The Railroad Commission on January 5, 1973, issued its statewide order setting priorities on gas for all gas utilities. In the order, all gas utilities were directed to file a curtailment plan. In February, 1973, Lo-Vaca filed its plan which provided for a higher priority to electric generating customers than the statewide order. LCRA supported Lo-Vaca’s curtailment plan before the Commission. It filed a motion with the Commission requesting that Lo-Vaca’s curtailment program be made effective immediately on an interim basis. LCRA asserted in this motion:
“The status of the customers receiving gas from the Lo-Vaca system is best known to Lo-Vaca since it possesses the most information as to the whole group and is best acquainted with their needs; consequently, the Order of Priority presented by Lo-Vaca should have been conceived on the basis of the relative needs for and uses of gas of its various customers and should be reasonable and fair to all concerned. This Order of Priority places electric generating entities such as LCRA in Priority A(3) which is substantially higher than its priority under the statewide order.”

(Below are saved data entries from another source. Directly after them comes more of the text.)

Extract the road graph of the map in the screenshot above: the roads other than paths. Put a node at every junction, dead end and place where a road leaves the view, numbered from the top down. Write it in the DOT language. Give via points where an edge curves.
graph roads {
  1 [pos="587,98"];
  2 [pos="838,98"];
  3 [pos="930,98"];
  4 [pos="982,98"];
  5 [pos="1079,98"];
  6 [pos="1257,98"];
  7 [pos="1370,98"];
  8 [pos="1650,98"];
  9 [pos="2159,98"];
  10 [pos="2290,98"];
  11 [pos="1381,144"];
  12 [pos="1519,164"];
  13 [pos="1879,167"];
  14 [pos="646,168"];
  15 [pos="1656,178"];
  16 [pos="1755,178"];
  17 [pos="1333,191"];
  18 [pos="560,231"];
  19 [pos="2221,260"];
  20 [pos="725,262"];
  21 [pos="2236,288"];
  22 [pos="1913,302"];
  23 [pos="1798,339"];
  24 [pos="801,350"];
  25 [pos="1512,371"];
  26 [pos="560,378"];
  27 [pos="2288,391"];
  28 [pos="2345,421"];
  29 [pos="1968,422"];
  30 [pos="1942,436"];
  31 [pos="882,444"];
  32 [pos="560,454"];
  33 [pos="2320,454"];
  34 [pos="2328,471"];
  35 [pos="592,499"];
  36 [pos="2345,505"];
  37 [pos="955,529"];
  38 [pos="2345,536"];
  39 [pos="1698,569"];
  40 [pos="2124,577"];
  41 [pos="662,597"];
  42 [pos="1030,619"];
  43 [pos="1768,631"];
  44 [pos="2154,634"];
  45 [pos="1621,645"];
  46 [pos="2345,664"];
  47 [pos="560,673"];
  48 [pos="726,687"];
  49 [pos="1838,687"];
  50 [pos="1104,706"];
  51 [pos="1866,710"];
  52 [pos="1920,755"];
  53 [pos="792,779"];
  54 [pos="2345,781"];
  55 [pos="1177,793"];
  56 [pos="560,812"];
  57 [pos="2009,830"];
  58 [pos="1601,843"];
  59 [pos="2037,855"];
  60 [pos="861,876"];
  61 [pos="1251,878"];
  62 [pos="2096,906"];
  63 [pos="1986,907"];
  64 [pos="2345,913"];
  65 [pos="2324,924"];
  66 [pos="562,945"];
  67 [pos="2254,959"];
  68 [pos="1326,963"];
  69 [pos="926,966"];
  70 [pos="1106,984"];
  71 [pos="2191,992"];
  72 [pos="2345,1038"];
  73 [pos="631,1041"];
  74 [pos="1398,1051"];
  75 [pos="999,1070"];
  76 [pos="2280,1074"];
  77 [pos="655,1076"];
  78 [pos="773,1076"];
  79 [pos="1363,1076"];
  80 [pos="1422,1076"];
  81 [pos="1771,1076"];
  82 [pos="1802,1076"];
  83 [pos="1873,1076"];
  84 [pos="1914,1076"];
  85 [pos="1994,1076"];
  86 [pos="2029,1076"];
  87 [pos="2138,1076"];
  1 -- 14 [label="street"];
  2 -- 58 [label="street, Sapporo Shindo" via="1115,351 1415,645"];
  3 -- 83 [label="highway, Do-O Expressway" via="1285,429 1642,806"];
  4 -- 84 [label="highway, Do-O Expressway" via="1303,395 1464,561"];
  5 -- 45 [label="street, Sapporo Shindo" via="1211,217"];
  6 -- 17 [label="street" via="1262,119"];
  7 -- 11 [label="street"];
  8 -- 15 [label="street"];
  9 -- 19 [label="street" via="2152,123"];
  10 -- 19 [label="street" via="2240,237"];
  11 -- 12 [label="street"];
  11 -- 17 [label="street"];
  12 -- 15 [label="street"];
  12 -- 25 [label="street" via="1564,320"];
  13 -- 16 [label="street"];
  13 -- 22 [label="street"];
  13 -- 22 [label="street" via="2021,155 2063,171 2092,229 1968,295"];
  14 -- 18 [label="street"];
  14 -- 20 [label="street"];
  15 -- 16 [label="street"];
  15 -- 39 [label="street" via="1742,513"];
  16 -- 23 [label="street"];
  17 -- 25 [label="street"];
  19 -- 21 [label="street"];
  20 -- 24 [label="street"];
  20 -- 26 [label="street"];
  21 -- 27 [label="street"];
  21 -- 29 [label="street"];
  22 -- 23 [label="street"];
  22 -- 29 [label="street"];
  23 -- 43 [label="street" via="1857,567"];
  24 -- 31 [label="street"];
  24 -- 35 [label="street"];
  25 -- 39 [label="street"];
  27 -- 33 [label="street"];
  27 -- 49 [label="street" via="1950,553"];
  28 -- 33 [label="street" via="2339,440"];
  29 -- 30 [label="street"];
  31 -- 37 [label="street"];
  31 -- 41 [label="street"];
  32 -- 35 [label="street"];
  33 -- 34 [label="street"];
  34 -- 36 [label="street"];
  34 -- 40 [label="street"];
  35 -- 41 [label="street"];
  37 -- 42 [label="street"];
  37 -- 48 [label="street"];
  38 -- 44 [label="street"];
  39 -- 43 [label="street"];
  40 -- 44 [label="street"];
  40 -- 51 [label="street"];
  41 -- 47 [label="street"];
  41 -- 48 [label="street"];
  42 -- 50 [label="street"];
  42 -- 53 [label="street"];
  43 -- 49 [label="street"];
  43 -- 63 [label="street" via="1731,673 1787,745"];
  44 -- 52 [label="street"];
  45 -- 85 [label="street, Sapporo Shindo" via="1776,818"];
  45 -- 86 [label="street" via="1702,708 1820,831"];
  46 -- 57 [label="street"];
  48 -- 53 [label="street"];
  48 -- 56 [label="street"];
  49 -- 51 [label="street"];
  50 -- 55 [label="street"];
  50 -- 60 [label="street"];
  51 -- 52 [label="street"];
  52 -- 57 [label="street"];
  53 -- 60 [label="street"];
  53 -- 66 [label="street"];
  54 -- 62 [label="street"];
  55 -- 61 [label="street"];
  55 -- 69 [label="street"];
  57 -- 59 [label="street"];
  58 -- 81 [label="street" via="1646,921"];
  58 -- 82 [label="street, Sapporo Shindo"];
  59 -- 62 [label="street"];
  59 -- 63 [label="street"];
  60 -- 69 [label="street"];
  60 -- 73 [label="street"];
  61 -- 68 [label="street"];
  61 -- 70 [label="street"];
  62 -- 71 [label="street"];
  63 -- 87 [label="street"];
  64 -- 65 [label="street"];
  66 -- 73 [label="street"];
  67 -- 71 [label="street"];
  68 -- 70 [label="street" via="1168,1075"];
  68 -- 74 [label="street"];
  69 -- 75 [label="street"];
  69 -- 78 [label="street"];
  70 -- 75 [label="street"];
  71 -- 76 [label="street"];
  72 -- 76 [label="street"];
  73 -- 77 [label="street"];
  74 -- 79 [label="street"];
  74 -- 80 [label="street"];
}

Thereafter, Lo-Vaca filed an amended application under Articles 6053 and 6054 of the Revised Civil Statutes of Texas for a review and revision of prices and rates under existing agreements for the sale of gas to its customers. LCRA filed a motion to be dismissed from this proceeding, asserting its contract was with Coastal and it did not consent to the assignment. Coastal was permitted to intervene and became a co-applicant with Lo-Vaca.
LCRA says:
“Since LCRA was involuntarily dependent upon a gas pipeline system that was fast running out of gas, LCRA, along with other parties to Docket 500, suggested to the Commission that Lo-Vaca be granted an interim rate so that it could maintain its gas supply until the Commission could make a final decision in the proceeding . . . ”

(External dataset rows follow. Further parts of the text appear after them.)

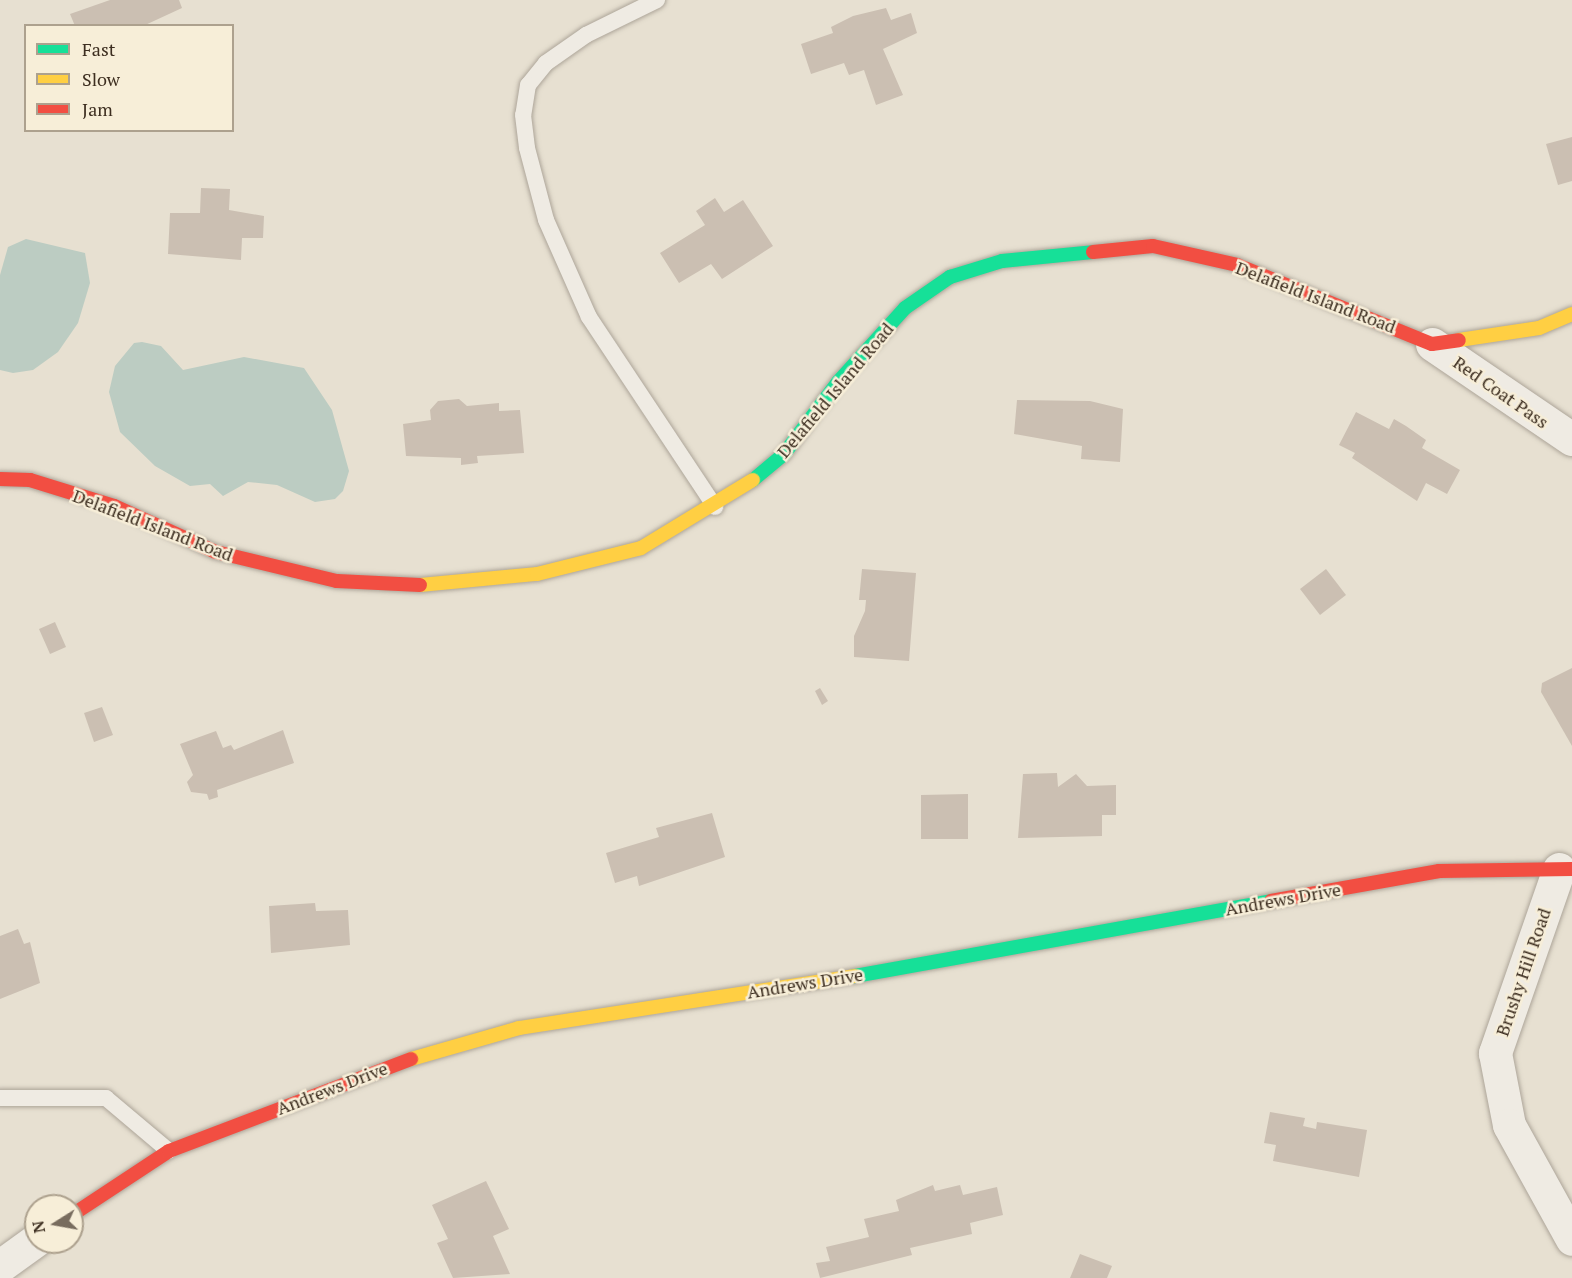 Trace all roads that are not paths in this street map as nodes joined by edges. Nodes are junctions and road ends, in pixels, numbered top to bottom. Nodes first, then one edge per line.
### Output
1 (657, 0) edge
2 (1572, 314) edge
3 (1432, 344) junction
4 (1572, 438) edge
5 (0, 479) edge
6 (715, 507) junction
7 (1565, 869) edge
8 (0, 1098) edge
9 (169, 1151) junction
10 (84, 1207) edge
11 (1572, 1239) edge
12 (24, 1249) edge
13 (0, 1266) edge

1 - 6 lane
2 - 3 street
3 - 4 street, Red Coat Pass
3 - 6 street, Delafield Island Road
5 - 6 street, Delafield Island Road
7 - 9 street, Andrews Drive
7 - 11 street, Brushy Hill Road
8 - 9 lane
9 - 10 street, Andrews Drive
12 - 13 street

In the matter of Lo-Vaca’s application to review and revise existing contracts, LCRA delivered to the Commission its suggested emergency rate order in part as follows:
“(1) That LO-VACA and COASTAL STATES have been and are jointly engaged in the operation of a natural gas utility with LO-VACA servicing sales contracts upon which COASTAL STATES is obligated and being furnished financing for its operations by COASTAL STATES;
(2) That the Commission has jurisdiction over COASTAL STATES and LO-VACA for all purposes of this order;
(3) That the public interest requires that the gas supply of LO-VACA be increased with all possible dispatch in order that sufficient gas supplies be available to meet the needs of the consumers of gas and electricity who are depending upon the LO-VACA system and that because of LO-VACA’s presently deficient gas supply a public emergency exists;
(4) That LO-VACA’s gas supply position cannot be satisfactorily improved in the absence of an emergency rate in excess of that now collectible under existing customer contracts. Such a rate must yield sufficient revenue to cover LO-VACA’s cost of operations and the cost of purchased gas resold through the LO-VACA system; . . . ”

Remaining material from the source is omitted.